If someone asks whether Joe marries Esmeralda of his own free will, you don't understand that? I would understand that as asking whether Joe was forced to marry Esmeralda. That is, something like, was Esmeralda pregnant, and was her father threatening Joe with a shotgun?
Of course I understand situations like this just fine, it's later in the conversation that people stop making sense.
Joe chooses to marry her because he wants to. Free will everyone's book.
Joe chooses to marry Esmeralda instead of being shot. Still free will in my book. Joe chooses between things he does not want, by choosing the better of two options (from his own subjective opinion.) I can see though why some would disagree with this, death is not considered a "reasonable" choice. We all make choices like this all the time though. Albeit less dramatic ones. The thing is that obviously isn't what folks have been arguing about for the last 2000 years.
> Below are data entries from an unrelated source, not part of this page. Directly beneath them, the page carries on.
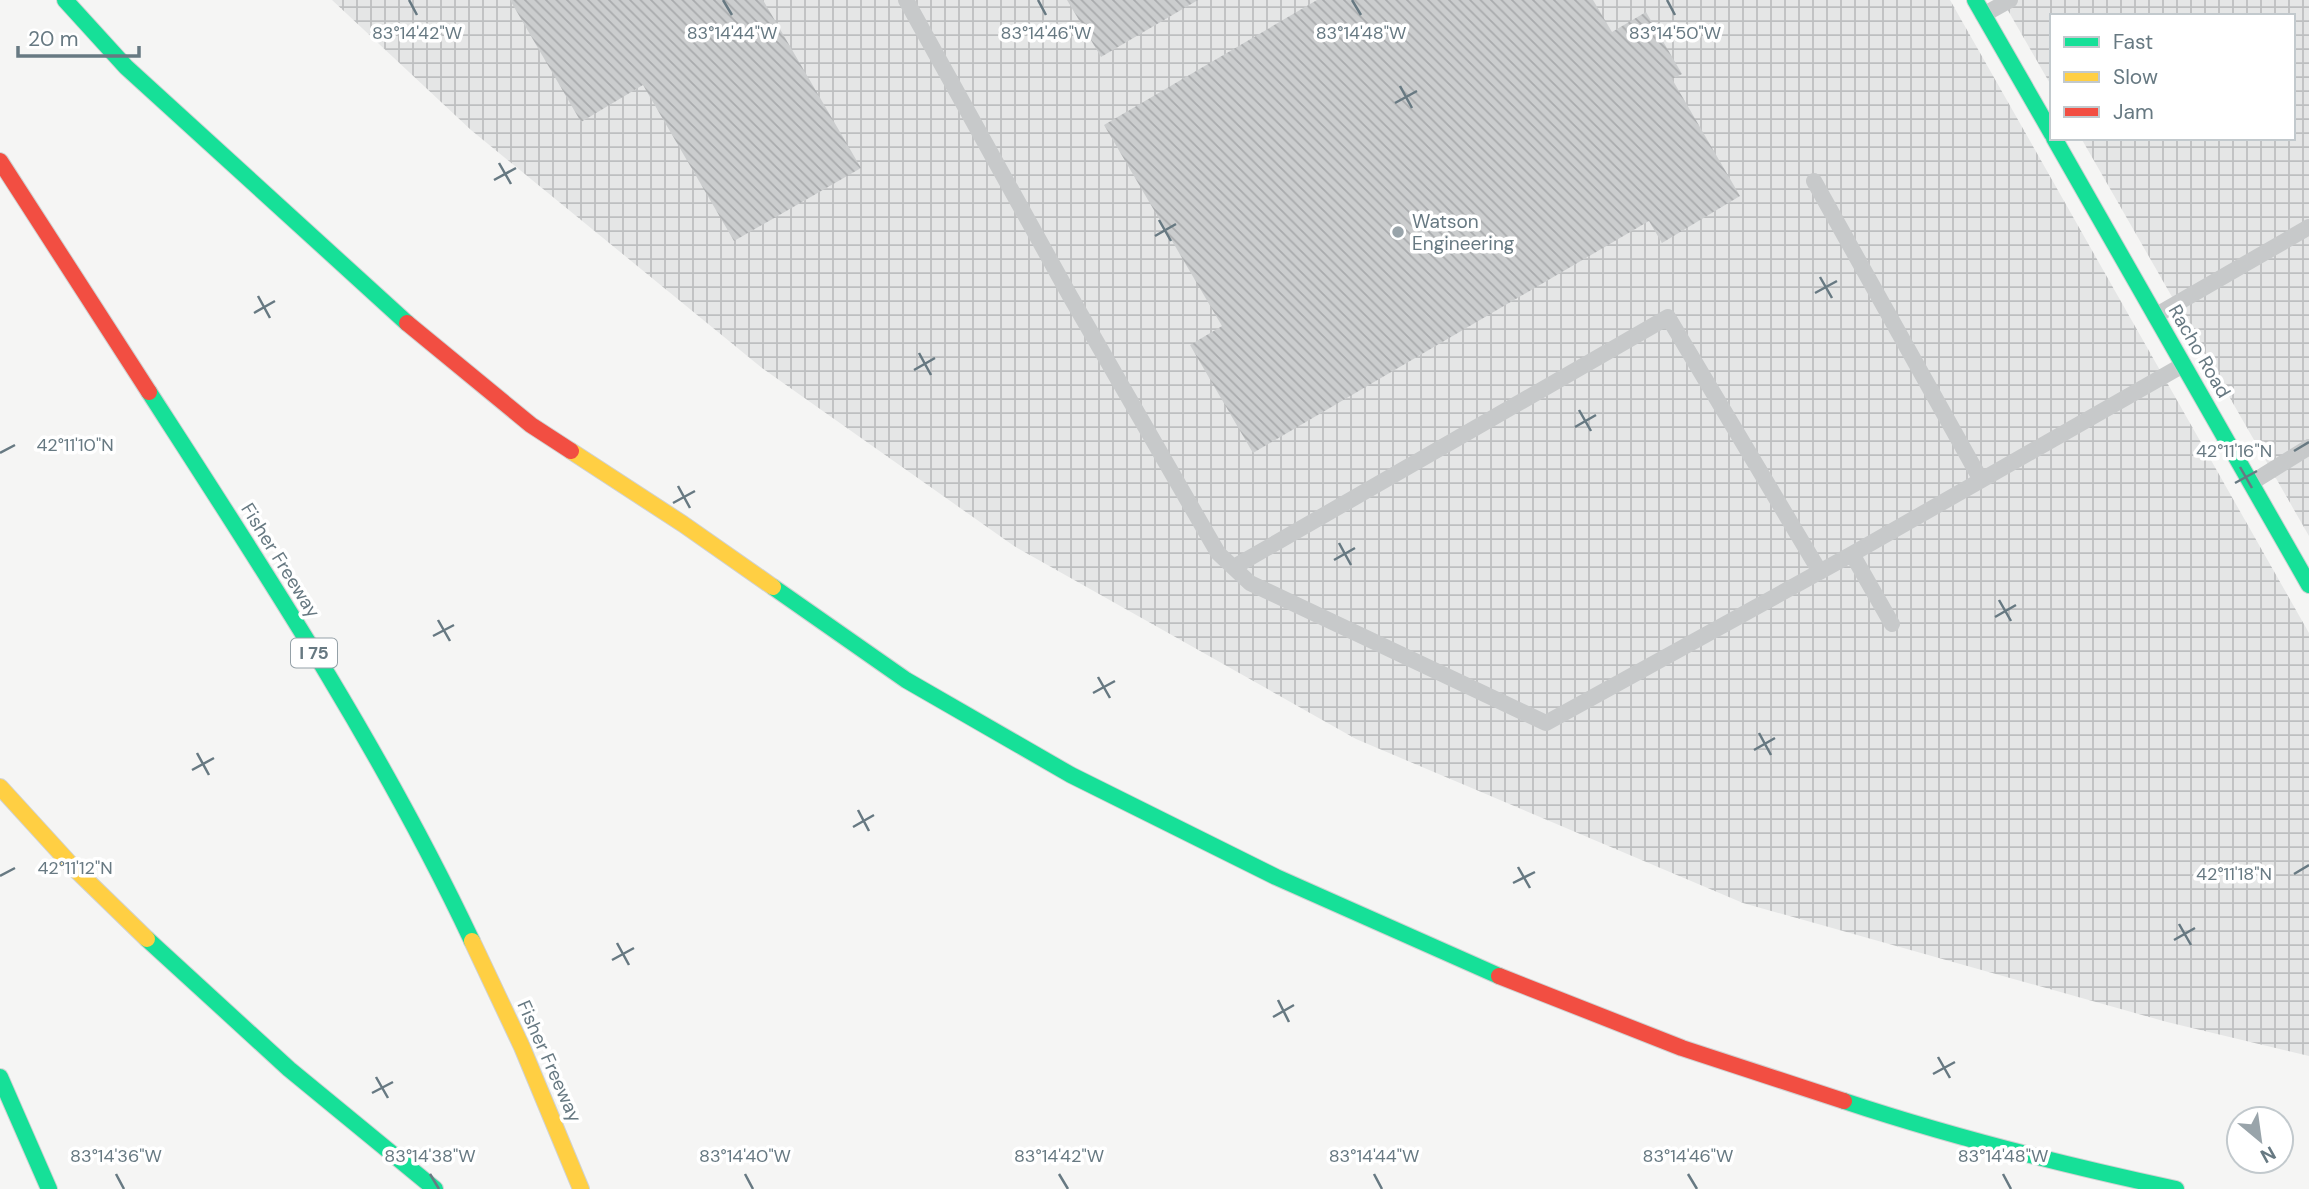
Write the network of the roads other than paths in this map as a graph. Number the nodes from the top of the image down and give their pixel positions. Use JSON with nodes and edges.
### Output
{"nodes":[{"id":1,"x":65,"y":0,"type":"edge"},
{"id":2,"x":906,"y":0,"type":"edge"},
{"id":3,"x":1975,"y":0,"type":"edge"},
{"id":4,"x":2010,"y":0,"type":"edge"},
{"id":5,"x":1983,"y":15,"type":"junction"},
{"id":6,"x":2050,"y":131,"type":"edge"},
{"id":7,"x":2055,"y":140,"type":"edge"},
{"id":8,"x":0,"y":161,"type":"edge"},
{"id":9,"x":1814,"y":181,"type":"dead end"},
{"id":10,"x":2309,"y":227,"type":"edge"},
{"id":11,"x":2155,"y":316,"type":"junction"},
{"id":12,"x":2183,"y":365,"type":"junction"},
{"id":13,"x":2309,"y":447,"type":"edge"},
{"id":14,"x":1981,"y":480,"type":"junction"},
{"id":15,"x":2251,"y":482,"type":"junction"},
{"id":16,"x":1852,"y":554,"type":"junction"},
{"id":17,"x":1234,"y":567,"type":"junction"},
{"id":18,"x":1820,"y":572,"type":"junction"},
{"id":19,"x":2309,"y":585,"type":"edge"},
{"id":20,"x":1892,"y":624,"type":"dead end"},
{"id":21,"x":0,"y":787,"type":"edge"},
{"id":22,"x":0,"y":1077,"type":"edge"},
{"id":23,"x":579,"y":1181,"type":"edge"},
{"id":24,"x":49,"y":1189,"type":"edge"},
{"id":25,"x":435,"y":1189,"type":"edge"},
{"id":26,"x":2176,"y":1189,"type":"edge"}],
"edges":[{"from":1,"to":26,"type":"main road"},
{"from":2,"to":17,"type":"lane"},
{"from":3,"to":5,"type":"main road","name":"Racho Road"},
{"from":4,"to":5,"type":"lane"},
{"from":5,"to":6,"type":"main road","name":"Racho Road"},
{"from":7,"to":11,"type":"main road","name":"Racho Road"},
{"from":8,"to":23,"type":"main road","name":"Fisher Freeway","number":"I 75"},
{"from":9,"to":14,"type":"lane"},
{"from":10,"to":11,"type":"lane"},
{"from":11,"to":12,"type":"main road","name":"Racho Road"},
{"from":12,"to":14,"type":"lane"},
{"from":12,"to":15,"type":"main road","name":"Racho Road"},
{"from":13,"to":15,"type":"lane"},
{"from":14,"to":16,"type":"lane"},
{"from":15,"to":19,"type":"main road","name":"Racho Road"},
{"from":16,"to":18,"type":"lane"},
{"from":16,"to":20,"type":"lane"},
{"from":17,"to":18,"type":"lane"},
{"from":17,"to":18,"type":"lane"},
{"from":21,"to":25,"type":"main road"},
{"from":22,"to":24,"type":"main road"}]}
(Note the scenario you offer is also not pure because for most of us there is strong moralistic emotion involved with children. Moral and social obligation is another discussion entirely.)
Free will in the philosophical lore doesn't seem to be predicated on choice as such, but something else. What exactly I'm not sure, I feel like I must misunderstand as the claims made are nonsensical to me. It doesn't help that people are vague about it.
Usually it's phrased as in opposition to determinism, that is "that every effect has a cause." What I don't get, I guess, is what exactly a "choice with no cause or context" could possibly mean.
Even whimsy is about pleasure (value judgment, as in assessments about relative preference.)
I used to think people meant that our choices have an effect on our future, something I agree with by the way, however this is only true because of determinism.